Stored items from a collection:
——

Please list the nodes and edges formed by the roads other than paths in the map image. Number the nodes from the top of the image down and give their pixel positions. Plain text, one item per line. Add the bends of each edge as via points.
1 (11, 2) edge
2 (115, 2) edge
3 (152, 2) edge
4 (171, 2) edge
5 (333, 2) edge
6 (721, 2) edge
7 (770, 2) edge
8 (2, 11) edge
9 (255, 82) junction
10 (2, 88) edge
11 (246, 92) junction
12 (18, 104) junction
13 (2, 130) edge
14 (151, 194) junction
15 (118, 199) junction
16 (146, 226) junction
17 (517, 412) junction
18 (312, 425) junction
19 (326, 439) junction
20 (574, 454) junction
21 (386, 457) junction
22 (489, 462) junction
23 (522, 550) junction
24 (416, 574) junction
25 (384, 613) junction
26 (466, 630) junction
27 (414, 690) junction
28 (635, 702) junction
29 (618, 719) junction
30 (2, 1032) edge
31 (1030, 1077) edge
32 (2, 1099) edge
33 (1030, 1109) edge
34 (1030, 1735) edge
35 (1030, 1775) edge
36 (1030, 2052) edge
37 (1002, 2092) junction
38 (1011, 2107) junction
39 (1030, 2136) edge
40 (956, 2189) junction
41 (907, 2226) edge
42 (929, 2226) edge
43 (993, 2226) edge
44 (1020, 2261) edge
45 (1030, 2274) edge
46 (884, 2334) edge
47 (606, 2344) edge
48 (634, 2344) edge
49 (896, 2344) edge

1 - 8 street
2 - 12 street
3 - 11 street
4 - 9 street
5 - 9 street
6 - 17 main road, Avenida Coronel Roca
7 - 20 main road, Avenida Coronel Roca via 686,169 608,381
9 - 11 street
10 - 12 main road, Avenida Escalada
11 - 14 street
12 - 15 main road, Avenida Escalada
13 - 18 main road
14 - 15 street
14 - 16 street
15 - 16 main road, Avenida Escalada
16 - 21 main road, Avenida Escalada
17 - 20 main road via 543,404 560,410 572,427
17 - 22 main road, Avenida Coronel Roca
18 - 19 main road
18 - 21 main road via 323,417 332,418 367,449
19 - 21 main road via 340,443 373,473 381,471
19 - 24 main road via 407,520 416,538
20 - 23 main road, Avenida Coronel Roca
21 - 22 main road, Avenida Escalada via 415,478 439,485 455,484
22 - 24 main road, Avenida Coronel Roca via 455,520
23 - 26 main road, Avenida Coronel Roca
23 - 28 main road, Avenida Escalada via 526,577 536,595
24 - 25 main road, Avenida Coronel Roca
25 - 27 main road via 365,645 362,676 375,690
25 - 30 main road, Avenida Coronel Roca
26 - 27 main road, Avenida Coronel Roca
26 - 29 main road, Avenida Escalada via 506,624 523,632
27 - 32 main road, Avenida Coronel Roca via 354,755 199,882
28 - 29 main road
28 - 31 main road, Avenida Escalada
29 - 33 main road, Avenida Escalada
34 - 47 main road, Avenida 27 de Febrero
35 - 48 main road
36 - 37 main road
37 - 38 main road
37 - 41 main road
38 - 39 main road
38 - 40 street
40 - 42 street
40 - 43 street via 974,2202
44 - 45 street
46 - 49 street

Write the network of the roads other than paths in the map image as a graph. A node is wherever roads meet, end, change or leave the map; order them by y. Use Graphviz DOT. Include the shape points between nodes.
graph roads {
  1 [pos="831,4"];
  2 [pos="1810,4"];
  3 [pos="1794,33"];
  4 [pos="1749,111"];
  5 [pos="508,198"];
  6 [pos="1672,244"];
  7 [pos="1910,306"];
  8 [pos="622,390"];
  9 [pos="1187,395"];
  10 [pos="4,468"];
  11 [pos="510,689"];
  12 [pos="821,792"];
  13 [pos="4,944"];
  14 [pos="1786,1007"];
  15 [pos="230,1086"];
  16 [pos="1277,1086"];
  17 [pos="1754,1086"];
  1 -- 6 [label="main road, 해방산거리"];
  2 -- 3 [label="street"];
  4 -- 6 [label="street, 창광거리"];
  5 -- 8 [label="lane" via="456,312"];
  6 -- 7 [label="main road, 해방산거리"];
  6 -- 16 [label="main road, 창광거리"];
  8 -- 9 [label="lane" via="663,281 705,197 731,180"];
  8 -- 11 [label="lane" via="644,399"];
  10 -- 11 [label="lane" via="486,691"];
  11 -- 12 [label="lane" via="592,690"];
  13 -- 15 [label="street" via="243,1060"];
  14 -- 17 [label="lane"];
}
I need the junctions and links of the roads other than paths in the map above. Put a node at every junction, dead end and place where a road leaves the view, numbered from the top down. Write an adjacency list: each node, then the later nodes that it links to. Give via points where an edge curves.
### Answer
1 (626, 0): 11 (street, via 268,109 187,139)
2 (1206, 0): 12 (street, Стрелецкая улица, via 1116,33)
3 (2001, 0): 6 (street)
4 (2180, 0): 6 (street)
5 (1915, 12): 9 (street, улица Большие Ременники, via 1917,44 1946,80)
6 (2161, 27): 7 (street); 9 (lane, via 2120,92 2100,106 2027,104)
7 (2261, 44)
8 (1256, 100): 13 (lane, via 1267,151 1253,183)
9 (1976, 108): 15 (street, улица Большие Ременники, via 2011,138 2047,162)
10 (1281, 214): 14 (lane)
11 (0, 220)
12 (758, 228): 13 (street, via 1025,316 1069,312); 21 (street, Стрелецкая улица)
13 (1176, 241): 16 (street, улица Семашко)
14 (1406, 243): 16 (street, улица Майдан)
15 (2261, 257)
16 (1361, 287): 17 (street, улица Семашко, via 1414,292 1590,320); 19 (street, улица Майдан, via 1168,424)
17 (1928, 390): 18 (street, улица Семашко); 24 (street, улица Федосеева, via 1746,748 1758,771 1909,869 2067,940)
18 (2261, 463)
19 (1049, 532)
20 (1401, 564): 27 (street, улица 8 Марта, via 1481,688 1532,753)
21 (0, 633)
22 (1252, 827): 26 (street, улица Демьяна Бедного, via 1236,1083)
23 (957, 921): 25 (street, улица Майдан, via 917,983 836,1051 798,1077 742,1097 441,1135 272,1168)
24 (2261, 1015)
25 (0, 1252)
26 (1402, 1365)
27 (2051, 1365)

——

Task details — Copy out the lines above that hold the string "label".

Output —
  1 -- 6 [label="main road, 해방산거리"];
  2 -- 3 [label="street"];
  4 -- 6 [label="street, 창광거리"];
  5 -- 8 [label="lane" via="456,312"];
  6 -- 7 [label="main road, 해방산거리"];
  6 -- 16 [label="main road, 창광거리"];
  8 -- 9 [label="lane" via="663,281 705,197 731,180"];
  8 -- 11 [label="lane" via="644,399"];
  10 -- 11 [label="lane" via="486,691"];
  11 -- 12 [label="lane" via="592,690"];
  13 -- 15 [label="street" via="243,1060"];
  14 -- 17 [label="lane"];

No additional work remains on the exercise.